皮小心满心的怒火,找来找去找不到发泄的,用力一脚踹在墙上,用力拔刀就是一刀劈在墙上,大怒:“阿策什么意思,他只想见你,不想见我们?见色忘义的混蛋。”

“我早就看穿,他一定是要女人不要朋友的混蛋!”皮小心愤怒的大喊:“大混蛋!”没人会怪他吗,皮小心总是这样,一边骂一边心里难受。

每一个心里都有一份添堵的难受,唯独鲁克察觉诸海棠嘴角的一丝笑意,忽然道:“你一定是骗我们的,阿策若知你会骗人了,一定会很高兴。”

诸海棠暂时还学不会骗人这种高级技能,只是起了一个玩笑心思,对她来说,也是一个不小的进步:“不是阿策的意思,是陛下,陛下让我去罪州。”

皮小心红润的眼眶,顿时就亮了,重重给了柳晚秋一拳,爽利道:“哈哈,我就知道阿策不是那种见色忘义的人。”柳晚秋痛苦,你打我干嘛呢。

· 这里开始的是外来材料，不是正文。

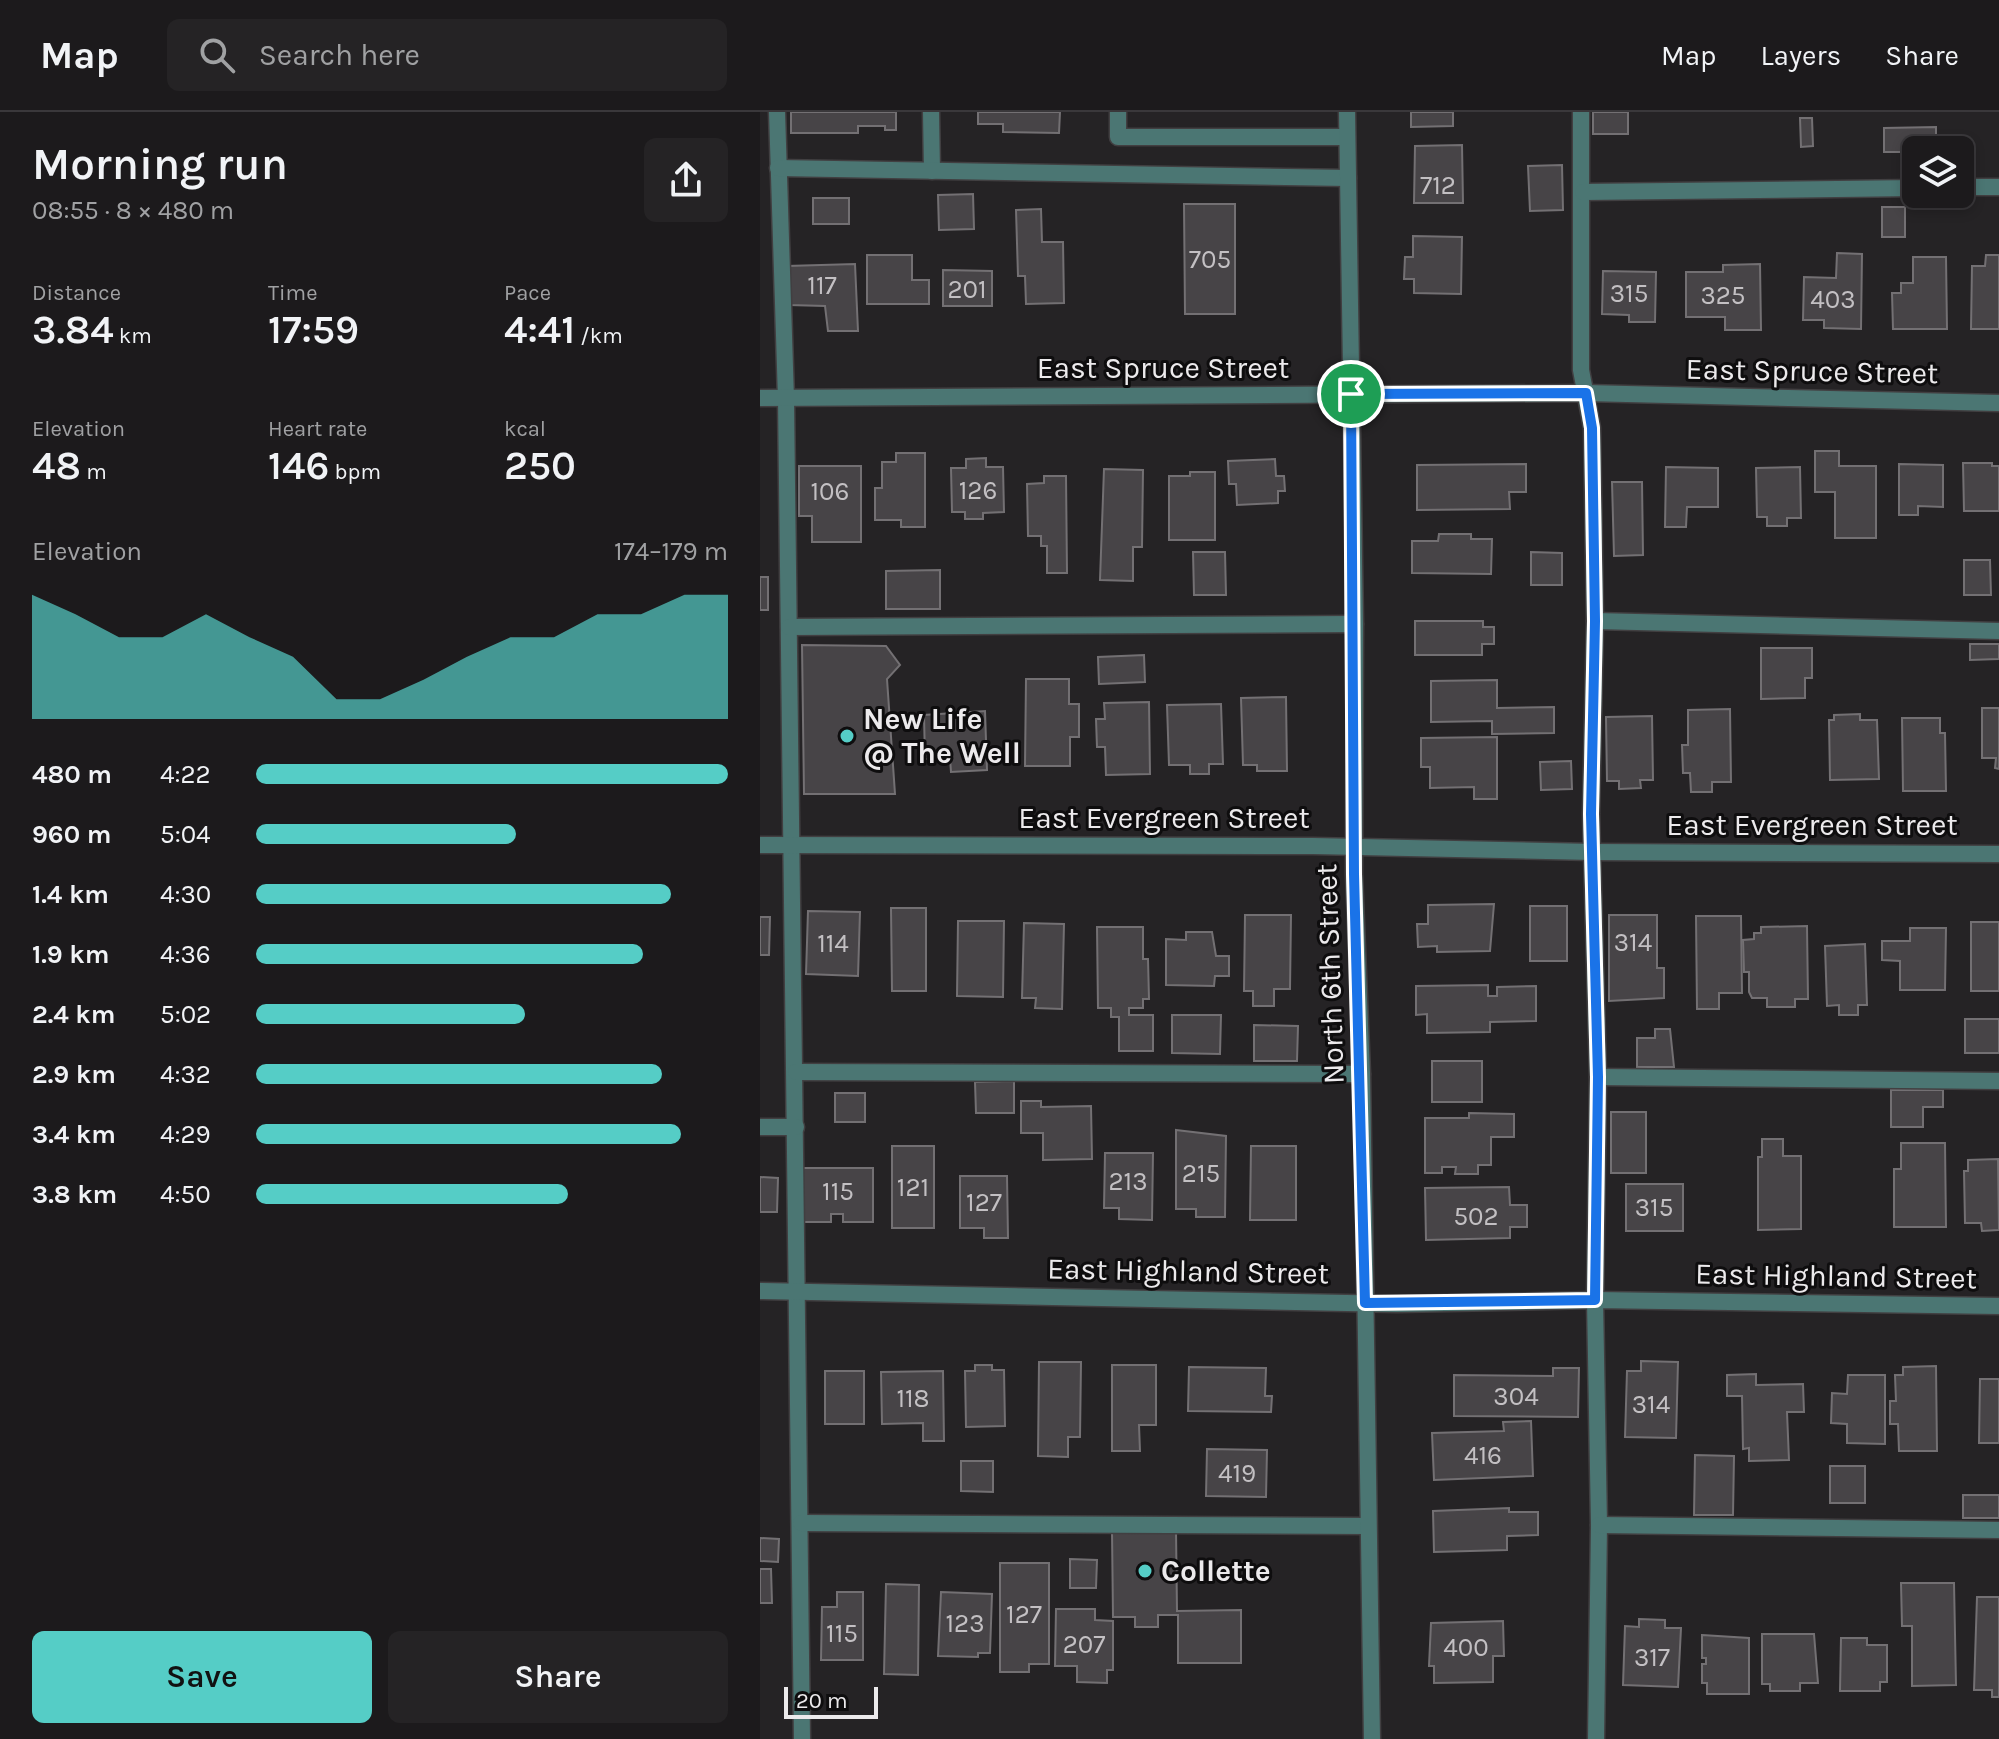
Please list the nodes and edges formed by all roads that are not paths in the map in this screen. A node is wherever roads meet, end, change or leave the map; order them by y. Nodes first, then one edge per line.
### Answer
1 (777, 112) edge
2 (931, 112) edge
3 (1118, 112) edge
4 (1347, 112) edge
5 (1581, 112) edge
6 (1347, 137) junction
7 (778, 168) junction
8 (932, 171) junction
9 (1348, 178) junction
10 (1974, 187) edge
11 (1999, 187) edge
12 (1902, 188) edge
13 (1583, 192) junction
14 (1586, 393) junction
15 (1351, 394) junction
16 (760, 398) edge
17 (786, 399) junction
18 (1999, 403) edge
19 (1595, 621) junction
20 (1355, 624) junction
21 (789, 627) junction
22 (1999, 631) edge
23 (760, 845) edge
24 (792, 846) junction
25 (1354, 848) junction
26 (1593, 852) junction
27 (1999, 854) edge
28 (796, 1072) junction
29 (1362, 1074) junction
30 (1598, 1077) junction
31 (1999, 1081) edge
32 (760, 1127) edge
33 (796, 1127) junction
34 (760, 1291) edge
35 (798, 1291) junction
36 (1595, 1300) junction
37 (1365, 1303) junction
38 (1999, 1306) edge
39 (801, 1523) junction
40 (1599, 1525) junction
41 (1368, 1526) junction
42 (1999, 1530) edge
43 (802, 1739) edge
44 (1372, 1739) edge
45 (1596, 1739) edge

1 - 7 street
2 - 8 street
3 - 6 street
4 - 6 street, North 6th Street
5 - 13 street
6 - 9 street, North 6th Street
7 - 8 street
7 - 17 street
8 - 9 street
9 - 15 street, North 6th Street
10 - 11 street
12 - 13 street
13 - 14 street
14 - 15 street, East Spruce Street
14 - 18 street, East Spruce Street
14 - 19 street
15 - 17 street, East Spruce Street
15 - 20 street, North 6th Street
16 - 17 street, East Spruce Street
17 - 21 street
19 - 22 street
19 - 26 street
20 - 21 street
20 - 25 street, North 6th Street
21 - 24 street
23 - 24 street, East Evergreen Street
24 - 25 street, East Evergreen Street
24 - 28 street
25 - 26 street, East Evergreen Street
25 - 29 street, North 6th Street
26 - 27 street, East Evergreen Street
26 - 30 street
28 - 29 street
28 - 33 street
29 - 37 street, North 6th Street
30 - 31 street
30 - 36 street
32 - 33 street
33 - 35 street
34 - 35 street, East Highland Street
35 - 37 street, East Highland Street
35 - 39 street
36 - 37 street, East Highland Street
36 - 38 street, East Highland Street
36 - 40 street
37 - 41 street, North 6th Street
39 - 41 street
39 - 43 street
40 - 42 street
40 - 45 street
41 - 44 street, North 6th Street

鲁克琢磨一下道:“只是你去,没有旁人去?也没有让我们去罪州?”诸海棠摇头。

“不好。”鲁克霎时色变:“罪州是什么,我们都大约知晓一些。陛下不让我们去,只怕是……”

罪州乍然一看,似乎北唐的桥头堡,认真一看,隐隐有自立的味道。忌惮王策?把他们当人质?年轻的鲁克其实想差了,也难怪想歪。

诸海棠察觉众人的神色微变,认真地说:“此番有会不少人过去,以前任首辅王寿为首,会有一批文武官员前往罪州。”她低声道:“是阿策向陛下请求的。”

若然诸海棠看过信件,就知晓不是请求,其实是要求。

洛占玉一个激灵,想起一个流传两年的流言,激动道:“传言陛下一直想让大人开府建衙,难道这次玩真的!”

一阵汹涌的激动后,是酸楚的尴尬与沉默。王策若开府建衙,就很难出任两衙指挥使了,身兼三个重磅职务,这不要紧,反正唐帝似乎宠溺他。

重要的是,两衙在京城,开府建衙就绝对不会是在京城。试问,王策如何管理两衙?

入南衙后,熊式武家境好了,可身子依然瘦弱,然而这瘦弱的身子里,却蕴藏大力量,他沉声道:“看来阿策在罪州那正需人手,陛下不肯派我们过去……”

意犹未尽,然而,这一次诸海棠却忽然好像比鲁克比所有人更明白王策的意思,她想了想道:“我以为,罪州太危险,这大约是阿策不让你们过去的原因。”

她不知是对是错,不过,她就感觉王策是这意思,然后就这么说了。

“有道理。”鲁克目光一闪,扫视空旷之地:“虽然我们不怕危险,总之,留下来也好。”

众人沉默一会,各自一声声唏嘘叹息。

忽然一下子,想见王策的冲动,仿佛无法克制,仿佛能一下子飞跃到罪州!

……

“啊,罪州,我回来了!”

王策用咏叹诗的方式表达了激烈的情绪。

就在北唐京城,有一群年轻人思念一个人的时候。王策忽然诞出几分思念,猛然看向东南边,那是北唐京城的方向。

自从离开北唐,我的发型就乱透了,烂透了。王策揪住头发,真的忽然无比的想念以前那帅气的洒脱的发型!

凡是长途跋涉,就没有轻松愉快的。王策从鬼界走出来的时候,心情才好像现在的阳光一样,暖暖的。不过,也许因为罪州有戈壁滩,气候很干燥。

王策的一身形象显得很是邋遢,在鬼界溜达几个月回来,就没有一个能保持发型不变,造型不变的。

请唐帝派人来罪州,却没点名要鲁克等人,王策的意思不少,唐帝应该懂。海棠妞大约也猜到了其中之一,罪州太危险,不想他们过来送死。

王策没要鲁克他们,唐帝也不会给。唐帝懂,王策懂。无关人质,无关威胁,也无关忌惮,纯粹是其他缘故。